Now now. You knew I couldn’t resist a story like this.
The Huffington Post offers a report by Debra Ollivier, exploring the phenomenon that French women over 50 have more sex than their American counterparts.
At least, so says a study conducted in 2001, and followed up by recent questions from Ms. Ollivier, described in her column.
Go figure. French women have more active sex lives. But I could have told you as much, and without a study.
Oh, Those Fabulous French!
No, I don’t have a representative sample, but my three decades of experience with the French afford me confidence in my opinion. And part of that opinion is this: The French appreciate differences in the sexes. American culture, in contrast, does not value what is womanly.
And the many definitions of womanly, sensual, sexual, beautiful – are not dependent upon a birth certificate.
I grant you I have my particular bias. Before I married, I dated French. Since my divorce, I’ve generally dated French. Though he’s lived in the States for years, I am currently dating a French-born man.
And his sensibilities are most definitely French. Among them is his absolute appreciation of woman – as a person of individual qualities, and as a fine (albeit differently expressive) mind. He savors the delights of discussion, the je ne sais quoi that women exude through a subtle gesture, or the hint of something brewing – in a smile, or the look in her eye.
Have American women forgotten the importance of small signs signaling admiration? I know we’re tired, but what if the weary American woman considered “giving” a little more in these expressive ways, to “get” a little more in the sensual return?
This isn’t an issue of who floats your boat, or what gender or package he or she comes in. We all want to be appreciated for our whole selves – at least, when seeking sexuality within a relationship.
And the notion of relationship is key.
The Distraction of Attraction
We all prefer certain physical types. Some of us are attracted to great pecs, a cute butt, a nice rack, a big smile. But when we love someone, don’t we start to hunger for whatever features and foibles they possess?
And what about confidence? Isn’t it sexy? Is confidence the French woman’s secret weapon? Could not loving ourselves be that part of the problem?
As to our crazy schedules, and our “real lives,” of course they intervene! Especially when we hit midlife. Along with jobs and kids and domestic duties, there’s the touch of arthritis in the knees, the less than acrobatic stretch of those great gams, and the awareness that a 50-year old body is not the same as that of a 20-year old. But the preoccupation with the physical? Isn’t that to our detriment?
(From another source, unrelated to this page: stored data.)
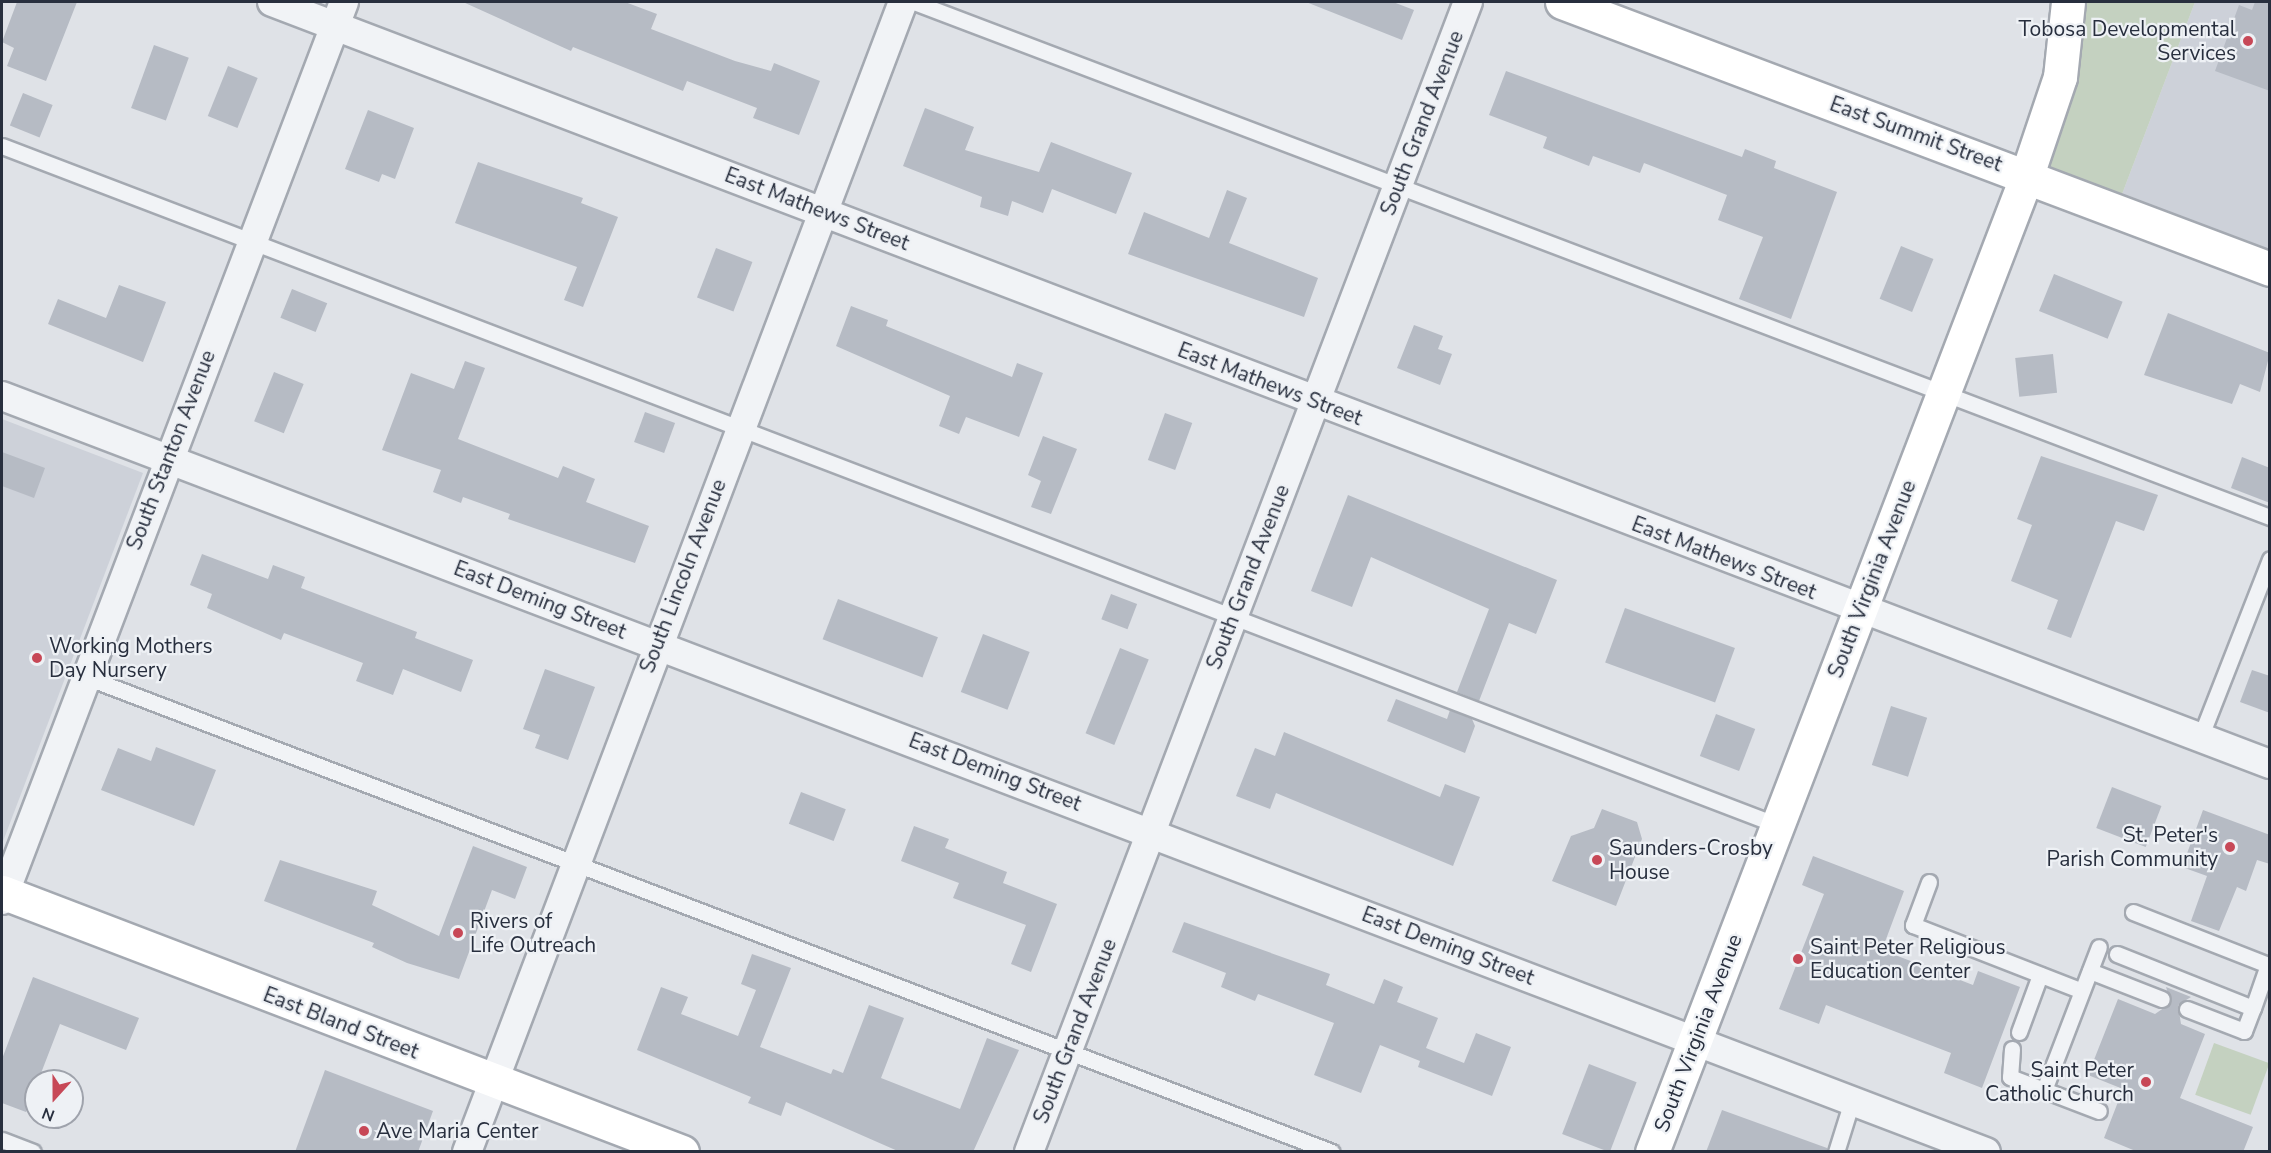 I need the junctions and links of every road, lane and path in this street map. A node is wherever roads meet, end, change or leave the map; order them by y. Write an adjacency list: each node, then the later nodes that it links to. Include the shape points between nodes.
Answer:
1 (272, 2): 7 (street, East Mathews Street)
2 (903, 2): 11 (street, South Lincoln Avenue)
3 (914, 2): 10 (lane)
4 (1468, 2): 10 (street, South Grand Avenue)
5 (1562, 2): 9 (street, East Summit Street)
6 (2068, 2): 9 (street, South Virginia Avenue, via 2060,77)
7 (339, 14): 11 (street, East Mathews Street); 12 (street, South Stanton Avenue)
8 (2, 146): 12 (lane)
9 (2027, 175): 13 (street, East Summit Street); 14 (street, South Virginia Avenue)
10 (1398, 184): 14 (lane); 16 (street, South Grand Avenue)
11 (823, 211): 16 (street, East Mathews Street); 17 (street, South Lincoln Avenue)
12 (252, 240): 17 (lane); 18 (street, South Stanton Avenue)
13 (2270, 269)
14 (1944, 393): 19 (lane); 21 (street, South Virginia Avenue)
15 (2, 396): 18 (street, East Deming Street)
16 (1315, 401): 21 (street, East Mathews Street); 22 (street, South Grand Avenue)
17 (740, 428): 22 (lane); 23 (street, South Lincoln Avenue)
18 (168, 459): 23 (street, East Deming Street); 24 (street, South Stanton Avenue)
19 (2270, 517)
20 (2270, 559): 25 (lane)
21 (1861, 610): 25 (street, East Mathews Street); 27 (street, South Virginia Avenue)
22 (1234, 615): 27 (lane); 28 (street, South Grand Avenue)
23 (657, 645): 28 (street, East Deming Street); 29 (street, South Lincoln Avenue)
24 (86, 677): 29 (lane); 31 (street, South Stanton Avenue)
25 (2200, 738): 26 (street, East Mathews Street)
26 (2270, 764)
27 (1778, 825): 42 (street, South Virginia Avenue)
28 (1151, 831): 42 (street, East Deming Street); 44 (street, South Grand Avenue)
29 (575, 864): 44 (lane); 45 (street, South Lincoln Avenue)
30 (1929, 882): 36 (lane, via 1914,925)
31 (2, 895): 45 (street, East Bland Street)
32 (2133, 912): 39 (lane, via 2268,964)
33 (2099, 947): 35 (lane)
34 (2117, 954): 39 (lane)
35 (2090, 971): 37 (lane); 38 (lane)
36 (2040, 975): 37 (lane); 41 (lane)
37 (2082, 991): 46 (lane)
38 (2162, 999)
39 (2253, 1008): 40 (lane, via 2244,1031)
40 (2187, 1009)
41 (2019, 1032)
42 (1694, 1042): 47 (street, East Deming Street); 56 (street, South Virginia Avenue)
43 (2012, 1049): 46 (lane, via 2010,1077)
44 (1066, 1052): 54 (street, South Grand Avenue); 55 (lane)
45 (494, 1081): 52 (street, South Lincoln Avenue); 53 (street, East Bland Street)
46 (2044, 1090): 48 (lane)
47 (1852, 1101): 50 (street, East Deming Street); 57 (lane)
48 (2099, 1111)
49 (2, 1140): 51 (lane)
50 (1951, 1145): 58 (street, East Deming Street)
51 (33, 1152)
52 (466, 1152)
53 (682, 1152)
54 (1029, 1152)
55 (1332, 1152)
56 (1652, 1152)
57 (1836, 1152)
58 (1986, 1152)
Sure, some worries are greater; others are diminished. But a desire to engage with a partner is something that seems more prevalent among the French. In fact, Ms. Ollivier notes that French men and women in midlife are more likely to engage in relationships rather than hook-ups. And isn’t quality of relationship (and trust) critical to most women when it comes to getting naked?
Apparently, Ms. Ollivier is of the mind that midlife engagement need not mean the end to erotic encounters. (And who am I to dispute that?)
Dare to Bare?
There’s planning for sex, there’s planning for love. There’s also the realm of the erotic, and eroticism isn’t a dirty word. It’s an audacious, playful, surprising, and delightful dip into aspects of the sexual arena.
Stop judging what that means. Stop assuming what is entailed. Stop thinking you’re too old! How you define the erotic encounter is up to you – but maybe you could ask your man or woman what they might fancy. And then give it a try.
What if you planned a lost weekend with your loved one? If you can’t get away, maybe you can create a bit of the magic spell at home. After all, if not daring a little at midlife – when?
As for the hot (news) flash regarding French women over 50, I find it reassuring – and motivating. We all have times when we’re not in the mood or we’re physically unable to perform as we’d like. But then there are those other days – and nights – when we can view each other as entire entities, with bodies that reflect fully-lived lives. We can share affection, remind ourselves to activate the sensual and sexual side, and do so at any age – avec plaisir.